Punjab and Haryana High Court noted that the statement recorded before a Judicial Officer in a Court of law cannot be said to have lesser sanctity than an instrument of Compromise drawn outside the Court attested by some Oath Commissioner/Notary Public or any other authority. The observation was made by the Court while dismissing a Revision Petition filed by a tenant, against the order of compromise passed by the Appellate Authority under the Haryana Urban (Control of Rent & Eviction) Act 1973.
Observation made by the Court
- The Court observed that certain sanctity is attached to a statement made by a party in the Court and it has to be presumed that the same was recorded voluntarily. In case a party is permitted to wriggle out of such statements by conveniently raising some frivolous allegations against his counsel or against opposing counsel, then it will virtually lead to the mockery of the Court.

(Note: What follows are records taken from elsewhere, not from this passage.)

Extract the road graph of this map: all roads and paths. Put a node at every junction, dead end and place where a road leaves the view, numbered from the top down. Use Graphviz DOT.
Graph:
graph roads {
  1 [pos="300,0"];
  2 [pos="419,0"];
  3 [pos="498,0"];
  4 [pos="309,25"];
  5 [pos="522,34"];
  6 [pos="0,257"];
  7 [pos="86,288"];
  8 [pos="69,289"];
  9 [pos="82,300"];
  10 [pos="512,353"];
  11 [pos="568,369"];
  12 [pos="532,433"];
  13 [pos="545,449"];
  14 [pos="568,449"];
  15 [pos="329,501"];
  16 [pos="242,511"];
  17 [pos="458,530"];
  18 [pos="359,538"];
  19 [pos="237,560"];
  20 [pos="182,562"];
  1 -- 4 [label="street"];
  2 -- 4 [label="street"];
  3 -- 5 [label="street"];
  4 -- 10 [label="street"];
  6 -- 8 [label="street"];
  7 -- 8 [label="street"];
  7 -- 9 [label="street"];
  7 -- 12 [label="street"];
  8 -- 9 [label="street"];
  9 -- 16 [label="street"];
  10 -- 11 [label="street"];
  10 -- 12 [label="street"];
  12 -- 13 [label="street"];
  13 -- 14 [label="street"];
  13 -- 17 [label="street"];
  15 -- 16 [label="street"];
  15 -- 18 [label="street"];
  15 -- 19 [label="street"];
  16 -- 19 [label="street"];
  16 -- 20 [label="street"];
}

- Also, the Bench referred to the Supreme Court’s Verdict consequent to the Gurpreet Singh’s case, where it was held that a judgment or decree passed as a result of consensus arrived at before court can also be also a “judgment on admission”.
- In Jineshwardas (D) through LRs & Ors. v. Jagrani & Anr., 2003(11) SCC 372, the Apex Court had held that a counsel could compromise a dispute on behalf of his client and that the decree that followed could be the result of a consensus arrived at before the Court and that consensus may not necessarily be a compromise or settlement and adjustment and the same, in a given case, could be a judgement on admission.
- In yet another case i.e. Pushpa Devi Bhagat (D) through LR v. Rajinder Singh & Ors., 2006(5) SCC 566, where a tenant during the course of ejectment application agreed to vacate the premises by a certain date and the trial Court recorded statements of both the council and thereafter passed a consent decree which was later challenged by the tenant, the Supreme Court held that statements recorded by the Court will amount to a compromise in writing.
- The High Court noted that the position of law, as discerned from the above-referred judgments of Hon’ble Supreme Court, leaves no manner of doubt that a statement made by a party or by his counsel towards a compromise which is taken down in writing is as good as a written compromise and would satisfy the requirements of Order 23 Rule 3 CPC, particularly as regards the provision in Rule 3 which was inserted by way of amendment in the year 1976 i.e. “in writing and signed by the parties”.
- The Court further clarified that perhaps the only exceptional circumstance under which a party may be able to wriggle out from a statement made by him in the Court or by his counsel could be wherein he is able to establish that such statement was made by way of fraud or deception. Even in such a case, he would ideally be required to file a suit for getting such order/judgement/decree set aside on the basis of alleged fraud by specifically pleading as well as by leading cogent and convincing evidence to establish such fraud.
Case Name: Lachhman Dass v. Amarjit Singh Sahni & Anr.